> **Goal of the exercise**: Show all lines below holding the string "edges".

___ Provided entries ___

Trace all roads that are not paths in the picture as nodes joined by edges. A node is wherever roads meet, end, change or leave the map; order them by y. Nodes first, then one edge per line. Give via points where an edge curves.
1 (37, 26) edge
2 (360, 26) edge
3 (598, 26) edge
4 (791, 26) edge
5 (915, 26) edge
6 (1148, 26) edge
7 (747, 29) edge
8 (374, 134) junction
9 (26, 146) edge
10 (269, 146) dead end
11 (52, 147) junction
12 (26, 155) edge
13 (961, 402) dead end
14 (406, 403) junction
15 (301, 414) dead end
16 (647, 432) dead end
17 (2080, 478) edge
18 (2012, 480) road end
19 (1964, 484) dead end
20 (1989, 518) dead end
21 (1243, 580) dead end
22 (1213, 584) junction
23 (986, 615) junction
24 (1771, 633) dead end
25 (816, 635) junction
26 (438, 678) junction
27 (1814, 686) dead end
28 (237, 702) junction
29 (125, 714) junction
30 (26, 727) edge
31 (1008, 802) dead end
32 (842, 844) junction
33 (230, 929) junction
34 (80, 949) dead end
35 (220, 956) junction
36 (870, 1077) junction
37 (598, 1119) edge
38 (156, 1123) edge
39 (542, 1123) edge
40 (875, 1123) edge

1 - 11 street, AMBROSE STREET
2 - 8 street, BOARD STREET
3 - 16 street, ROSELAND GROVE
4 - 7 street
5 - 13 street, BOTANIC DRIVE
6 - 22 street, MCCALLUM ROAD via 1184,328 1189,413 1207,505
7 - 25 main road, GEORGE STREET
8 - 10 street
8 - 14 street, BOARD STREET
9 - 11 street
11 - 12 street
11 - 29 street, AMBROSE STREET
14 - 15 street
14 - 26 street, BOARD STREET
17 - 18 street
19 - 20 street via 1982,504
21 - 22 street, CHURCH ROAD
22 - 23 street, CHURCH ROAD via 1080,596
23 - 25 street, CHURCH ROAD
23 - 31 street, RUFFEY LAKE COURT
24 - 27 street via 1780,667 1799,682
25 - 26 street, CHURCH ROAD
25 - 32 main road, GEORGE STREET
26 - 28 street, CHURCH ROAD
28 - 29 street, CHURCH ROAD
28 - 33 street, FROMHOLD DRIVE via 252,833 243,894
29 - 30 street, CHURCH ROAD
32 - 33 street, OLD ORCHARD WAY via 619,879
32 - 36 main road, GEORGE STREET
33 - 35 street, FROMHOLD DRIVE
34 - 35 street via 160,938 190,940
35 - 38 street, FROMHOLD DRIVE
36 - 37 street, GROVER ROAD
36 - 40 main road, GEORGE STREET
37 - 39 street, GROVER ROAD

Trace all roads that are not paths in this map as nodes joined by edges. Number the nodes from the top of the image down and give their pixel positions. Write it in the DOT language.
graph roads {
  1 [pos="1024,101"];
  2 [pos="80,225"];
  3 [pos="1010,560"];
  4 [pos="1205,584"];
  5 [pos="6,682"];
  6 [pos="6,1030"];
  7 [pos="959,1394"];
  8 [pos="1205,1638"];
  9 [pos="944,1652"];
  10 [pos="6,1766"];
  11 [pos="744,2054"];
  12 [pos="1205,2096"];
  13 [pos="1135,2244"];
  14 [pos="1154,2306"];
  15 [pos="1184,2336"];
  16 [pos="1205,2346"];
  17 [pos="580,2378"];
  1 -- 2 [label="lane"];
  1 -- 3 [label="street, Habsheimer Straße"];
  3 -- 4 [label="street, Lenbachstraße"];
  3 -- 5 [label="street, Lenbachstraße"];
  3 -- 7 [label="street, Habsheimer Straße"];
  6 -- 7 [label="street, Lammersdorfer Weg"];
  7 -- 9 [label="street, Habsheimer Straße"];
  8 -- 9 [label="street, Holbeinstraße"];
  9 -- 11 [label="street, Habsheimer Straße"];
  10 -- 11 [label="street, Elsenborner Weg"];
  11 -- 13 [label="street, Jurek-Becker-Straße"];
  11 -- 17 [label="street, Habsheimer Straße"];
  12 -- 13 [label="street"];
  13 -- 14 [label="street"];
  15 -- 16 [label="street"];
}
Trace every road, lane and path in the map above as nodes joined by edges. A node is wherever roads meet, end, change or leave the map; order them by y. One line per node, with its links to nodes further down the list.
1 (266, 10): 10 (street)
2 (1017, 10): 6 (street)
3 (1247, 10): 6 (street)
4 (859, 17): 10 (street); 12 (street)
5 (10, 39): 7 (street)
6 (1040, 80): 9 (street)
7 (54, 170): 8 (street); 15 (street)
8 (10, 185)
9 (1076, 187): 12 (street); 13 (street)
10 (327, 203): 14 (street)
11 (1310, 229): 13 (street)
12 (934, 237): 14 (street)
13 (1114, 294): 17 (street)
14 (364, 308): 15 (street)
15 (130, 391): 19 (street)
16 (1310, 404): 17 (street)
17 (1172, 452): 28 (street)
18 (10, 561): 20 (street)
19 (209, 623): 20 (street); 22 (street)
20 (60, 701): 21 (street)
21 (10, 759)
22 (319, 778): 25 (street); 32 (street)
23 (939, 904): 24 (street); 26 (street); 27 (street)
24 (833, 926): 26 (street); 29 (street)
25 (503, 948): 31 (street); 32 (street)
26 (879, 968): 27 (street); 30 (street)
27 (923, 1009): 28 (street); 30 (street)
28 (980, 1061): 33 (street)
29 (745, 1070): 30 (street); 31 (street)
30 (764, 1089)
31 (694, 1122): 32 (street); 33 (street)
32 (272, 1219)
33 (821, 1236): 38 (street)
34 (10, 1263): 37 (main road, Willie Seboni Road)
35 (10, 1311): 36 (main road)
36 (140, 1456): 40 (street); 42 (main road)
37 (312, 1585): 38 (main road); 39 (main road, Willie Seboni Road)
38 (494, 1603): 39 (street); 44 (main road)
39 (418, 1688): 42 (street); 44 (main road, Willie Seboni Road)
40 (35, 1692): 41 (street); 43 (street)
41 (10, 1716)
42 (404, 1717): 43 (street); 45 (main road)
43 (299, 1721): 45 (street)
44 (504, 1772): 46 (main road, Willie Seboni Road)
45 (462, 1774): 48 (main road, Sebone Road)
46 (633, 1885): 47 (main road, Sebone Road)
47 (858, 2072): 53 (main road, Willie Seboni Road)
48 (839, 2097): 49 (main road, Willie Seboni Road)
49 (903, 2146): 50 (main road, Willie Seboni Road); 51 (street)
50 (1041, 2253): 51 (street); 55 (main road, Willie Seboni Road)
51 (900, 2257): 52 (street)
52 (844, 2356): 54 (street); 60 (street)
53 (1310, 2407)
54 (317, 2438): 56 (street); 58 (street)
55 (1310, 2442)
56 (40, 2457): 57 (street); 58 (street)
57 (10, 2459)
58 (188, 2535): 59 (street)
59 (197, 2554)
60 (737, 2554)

___

> **Answer to the exercise**:
Trace all roads that are not paths in the picture as nodes joined by edges. A node is wherever roads meet, end, change or leave the map; order them by y. Nodes first, then one edge per line. Give via points where an edge curves.
Trace all roads that are not paths in this map as nodes joined by edges. Number the nodes from the top of the image down and give their pixel positions. Write it in the DOT language.
Trace every road, lane and path in the map above as nodes joined by edges. A node is wherever roads meet, end, change or leave the map; order them by y. One line per node, with its links to nodes further down the list.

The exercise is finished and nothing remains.